**What is expected**. Across the records below, count the lines that contain "points" and write down only the count.

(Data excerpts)

· · ·

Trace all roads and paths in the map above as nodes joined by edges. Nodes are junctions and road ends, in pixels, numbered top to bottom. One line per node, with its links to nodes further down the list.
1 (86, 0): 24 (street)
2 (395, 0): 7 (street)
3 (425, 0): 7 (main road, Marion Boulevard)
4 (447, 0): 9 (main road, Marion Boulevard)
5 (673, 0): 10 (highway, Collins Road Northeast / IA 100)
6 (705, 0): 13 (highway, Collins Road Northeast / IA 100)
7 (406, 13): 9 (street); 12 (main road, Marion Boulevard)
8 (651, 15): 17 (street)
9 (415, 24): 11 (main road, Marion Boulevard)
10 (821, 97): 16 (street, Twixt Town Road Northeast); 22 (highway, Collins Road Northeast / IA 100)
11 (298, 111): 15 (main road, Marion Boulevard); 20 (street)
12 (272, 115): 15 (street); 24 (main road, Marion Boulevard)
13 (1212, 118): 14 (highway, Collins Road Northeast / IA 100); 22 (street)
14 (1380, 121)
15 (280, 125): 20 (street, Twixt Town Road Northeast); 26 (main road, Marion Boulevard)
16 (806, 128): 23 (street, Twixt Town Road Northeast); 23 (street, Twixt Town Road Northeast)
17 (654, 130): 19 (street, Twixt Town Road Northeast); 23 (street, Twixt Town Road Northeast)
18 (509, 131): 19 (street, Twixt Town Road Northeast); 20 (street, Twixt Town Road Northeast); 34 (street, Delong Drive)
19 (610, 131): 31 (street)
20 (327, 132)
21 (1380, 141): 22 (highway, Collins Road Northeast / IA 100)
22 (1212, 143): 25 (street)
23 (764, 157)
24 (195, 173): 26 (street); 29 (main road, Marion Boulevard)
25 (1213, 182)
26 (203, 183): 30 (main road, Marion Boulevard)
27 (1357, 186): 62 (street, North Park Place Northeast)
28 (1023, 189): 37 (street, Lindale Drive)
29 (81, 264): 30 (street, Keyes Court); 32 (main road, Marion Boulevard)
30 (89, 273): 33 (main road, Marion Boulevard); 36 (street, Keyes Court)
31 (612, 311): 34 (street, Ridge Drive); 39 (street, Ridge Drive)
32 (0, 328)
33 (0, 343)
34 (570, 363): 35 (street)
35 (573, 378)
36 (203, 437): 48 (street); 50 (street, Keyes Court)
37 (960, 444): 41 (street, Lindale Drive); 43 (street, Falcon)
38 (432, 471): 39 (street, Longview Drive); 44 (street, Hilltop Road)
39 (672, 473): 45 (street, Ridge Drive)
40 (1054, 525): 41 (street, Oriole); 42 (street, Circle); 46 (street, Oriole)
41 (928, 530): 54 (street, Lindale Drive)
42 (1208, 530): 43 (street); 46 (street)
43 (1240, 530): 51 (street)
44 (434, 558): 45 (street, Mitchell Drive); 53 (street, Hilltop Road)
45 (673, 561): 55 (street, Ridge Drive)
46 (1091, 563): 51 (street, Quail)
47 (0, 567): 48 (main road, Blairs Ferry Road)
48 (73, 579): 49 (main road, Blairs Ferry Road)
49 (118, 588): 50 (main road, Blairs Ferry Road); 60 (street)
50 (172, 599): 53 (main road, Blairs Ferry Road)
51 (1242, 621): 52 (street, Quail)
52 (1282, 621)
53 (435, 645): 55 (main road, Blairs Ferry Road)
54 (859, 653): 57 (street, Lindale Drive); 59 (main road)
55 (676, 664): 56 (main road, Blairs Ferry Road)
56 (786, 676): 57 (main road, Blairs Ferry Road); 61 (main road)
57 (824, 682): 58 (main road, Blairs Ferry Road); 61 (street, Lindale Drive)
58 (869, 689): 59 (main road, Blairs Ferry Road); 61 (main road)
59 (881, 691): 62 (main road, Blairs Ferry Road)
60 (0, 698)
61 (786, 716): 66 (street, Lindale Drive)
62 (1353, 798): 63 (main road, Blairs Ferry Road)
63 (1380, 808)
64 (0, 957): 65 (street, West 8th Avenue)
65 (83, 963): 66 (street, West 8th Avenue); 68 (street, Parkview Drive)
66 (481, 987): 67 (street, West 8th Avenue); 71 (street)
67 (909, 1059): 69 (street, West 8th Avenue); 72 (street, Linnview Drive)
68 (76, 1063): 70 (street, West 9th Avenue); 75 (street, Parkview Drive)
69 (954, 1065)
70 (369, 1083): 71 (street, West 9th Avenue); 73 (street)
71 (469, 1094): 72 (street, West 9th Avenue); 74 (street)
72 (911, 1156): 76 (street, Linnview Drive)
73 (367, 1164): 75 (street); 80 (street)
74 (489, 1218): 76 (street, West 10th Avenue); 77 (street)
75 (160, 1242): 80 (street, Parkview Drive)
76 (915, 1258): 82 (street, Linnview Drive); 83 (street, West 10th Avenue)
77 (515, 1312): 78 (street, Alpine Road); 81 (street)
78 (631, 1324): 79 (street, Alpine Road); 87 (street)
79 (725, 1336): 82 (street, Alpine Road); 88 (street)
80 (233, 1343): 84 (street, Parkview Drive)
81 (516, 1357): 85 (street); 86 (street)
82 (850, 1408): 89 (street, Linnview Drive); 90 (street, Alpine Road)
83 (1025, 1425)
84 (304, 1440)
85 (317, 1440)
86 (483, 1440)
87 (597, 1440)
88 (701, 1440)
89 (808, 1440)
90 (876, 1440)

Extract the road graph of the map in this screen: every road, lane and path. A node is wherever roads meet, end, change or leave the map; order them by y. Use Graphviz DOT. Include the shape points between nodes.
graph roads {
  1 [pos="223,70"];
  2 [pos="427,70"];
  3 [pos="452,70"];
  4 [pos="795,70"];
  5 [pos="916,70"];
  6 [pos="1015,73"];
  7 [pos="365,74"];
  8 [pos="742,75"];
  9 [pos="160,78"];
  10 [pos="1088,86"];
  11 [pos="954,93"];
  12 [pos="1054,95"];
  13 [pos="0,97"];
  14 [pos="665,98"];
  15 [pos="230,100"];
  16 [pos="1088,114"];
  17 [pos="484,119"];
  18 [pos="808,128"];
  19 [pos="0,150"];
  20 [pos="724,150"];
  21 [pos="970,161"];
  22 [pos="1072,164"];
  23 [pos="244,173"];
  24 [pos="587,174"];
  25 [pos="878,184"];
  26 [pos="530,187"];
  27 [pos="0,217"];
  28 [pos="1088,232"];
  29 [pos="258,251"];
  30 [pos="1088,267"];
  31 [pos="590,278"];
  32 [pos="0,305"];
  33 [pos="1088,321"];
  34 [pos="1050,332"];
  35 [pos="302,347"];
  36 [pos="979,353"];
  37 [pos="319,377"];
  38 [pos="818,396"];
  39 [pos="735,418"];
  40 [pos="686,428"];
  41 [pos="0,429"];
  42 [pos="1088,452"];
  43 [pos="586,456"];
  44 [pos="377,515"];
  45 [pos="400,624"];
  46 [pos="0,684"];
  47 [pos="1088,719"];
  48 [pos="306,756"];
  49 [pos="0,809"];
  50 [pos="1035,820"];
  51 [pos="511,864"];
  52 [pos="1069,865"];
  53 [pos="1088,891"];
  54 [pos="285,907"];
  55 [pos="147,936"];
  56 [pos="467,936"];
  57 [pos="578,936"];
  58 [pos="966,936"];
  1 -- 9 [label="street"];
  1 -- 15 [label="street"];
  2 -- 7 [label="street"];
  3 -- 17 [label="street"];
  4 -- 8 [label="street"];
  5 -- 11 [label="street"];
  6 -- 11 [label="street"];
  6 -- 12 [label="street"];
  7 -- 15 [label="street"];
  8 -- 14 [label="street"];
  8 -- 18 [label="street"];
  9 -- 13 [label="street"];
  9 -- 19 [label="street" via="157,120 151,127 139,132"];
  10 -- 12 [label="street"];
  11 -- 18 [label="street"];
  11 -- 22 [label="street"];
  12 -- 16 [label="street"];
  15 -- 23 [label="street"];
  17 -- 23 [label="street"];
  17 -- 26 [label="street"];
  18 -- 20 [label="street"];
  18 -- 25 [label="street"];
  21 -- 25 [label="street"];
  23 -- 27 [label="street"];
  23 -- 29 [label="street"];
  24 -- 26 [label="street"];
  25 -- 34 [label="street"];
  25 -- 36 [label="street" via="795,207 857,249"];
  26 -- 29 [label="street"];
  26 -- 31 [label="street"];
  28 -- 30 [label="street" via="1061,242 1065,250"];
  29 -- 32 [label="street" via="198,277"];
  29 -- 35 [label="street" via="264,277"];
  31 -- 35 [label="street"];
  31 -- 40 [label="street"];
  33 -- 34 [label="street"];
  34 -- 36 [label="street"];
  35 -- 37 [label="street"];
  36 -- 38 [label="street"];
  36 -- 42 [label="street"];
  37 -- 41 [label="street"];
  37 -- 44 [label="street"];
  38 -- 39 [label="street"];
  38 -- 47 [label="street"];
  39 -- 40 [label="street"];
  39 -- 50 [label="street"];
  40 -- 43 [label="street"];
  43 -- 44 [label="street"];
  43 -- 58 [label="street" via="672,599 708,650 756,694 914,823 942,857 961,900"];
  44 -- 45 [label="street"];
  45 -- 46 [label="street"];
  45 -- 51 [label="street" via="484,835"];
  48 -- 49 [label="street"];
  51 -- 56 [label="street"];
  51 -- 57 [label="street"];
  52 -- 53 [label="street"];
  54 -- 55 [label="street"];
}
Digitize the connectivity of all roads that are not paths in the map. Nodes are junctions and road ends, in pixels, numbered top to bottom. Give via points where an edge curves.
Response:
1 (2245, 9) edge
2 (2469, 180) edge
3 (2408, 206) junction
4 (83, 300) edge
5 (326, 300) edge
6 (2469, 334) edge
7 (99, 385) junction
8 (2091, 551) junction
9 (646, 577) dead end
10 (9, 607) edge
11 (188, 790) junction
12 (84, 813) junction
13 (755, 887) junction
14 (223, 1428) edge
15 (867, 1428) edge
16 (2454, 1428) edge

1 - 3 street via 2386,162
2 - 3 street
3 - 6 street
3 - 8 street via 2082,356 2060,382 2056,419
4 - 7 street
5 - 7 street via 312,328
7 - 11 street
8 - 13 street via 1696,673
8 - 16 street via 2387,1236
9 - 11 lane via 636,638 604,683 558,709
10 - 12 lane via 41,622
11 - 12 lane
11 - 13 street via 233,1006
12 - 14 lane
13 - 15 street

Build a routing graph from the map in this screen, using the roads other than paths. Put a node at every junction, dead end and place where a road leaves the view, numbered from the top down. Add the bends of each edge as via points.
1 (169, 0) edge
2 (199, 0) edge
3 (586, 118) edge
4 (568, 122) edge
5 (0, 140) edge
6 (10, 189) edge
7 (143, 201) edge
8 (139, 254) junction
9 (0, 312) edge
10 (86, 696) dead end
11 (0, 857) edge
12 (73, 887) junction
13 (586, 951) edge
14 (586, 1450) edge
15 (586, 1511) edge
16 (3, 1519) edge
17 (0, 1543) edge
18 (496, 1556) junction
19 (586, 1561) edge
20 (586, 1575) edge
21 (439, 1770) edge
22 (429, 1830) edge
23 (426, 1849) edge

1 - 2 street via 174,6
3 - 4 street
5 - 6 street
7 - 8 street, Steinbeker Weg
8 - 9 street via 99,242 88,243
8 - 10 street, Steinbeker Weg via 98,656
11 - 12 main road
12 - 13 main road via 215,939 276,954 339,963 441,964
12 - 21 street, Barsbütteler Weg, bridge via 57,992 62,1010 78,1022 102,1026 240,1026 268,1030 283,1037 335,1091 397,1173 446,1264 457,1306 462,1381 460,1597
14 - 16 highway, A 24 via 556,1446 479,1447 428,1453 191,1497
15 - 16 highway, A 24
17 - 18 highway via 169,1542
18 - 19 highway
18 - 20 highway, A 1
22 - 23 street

· · ·

**Completed task**. 3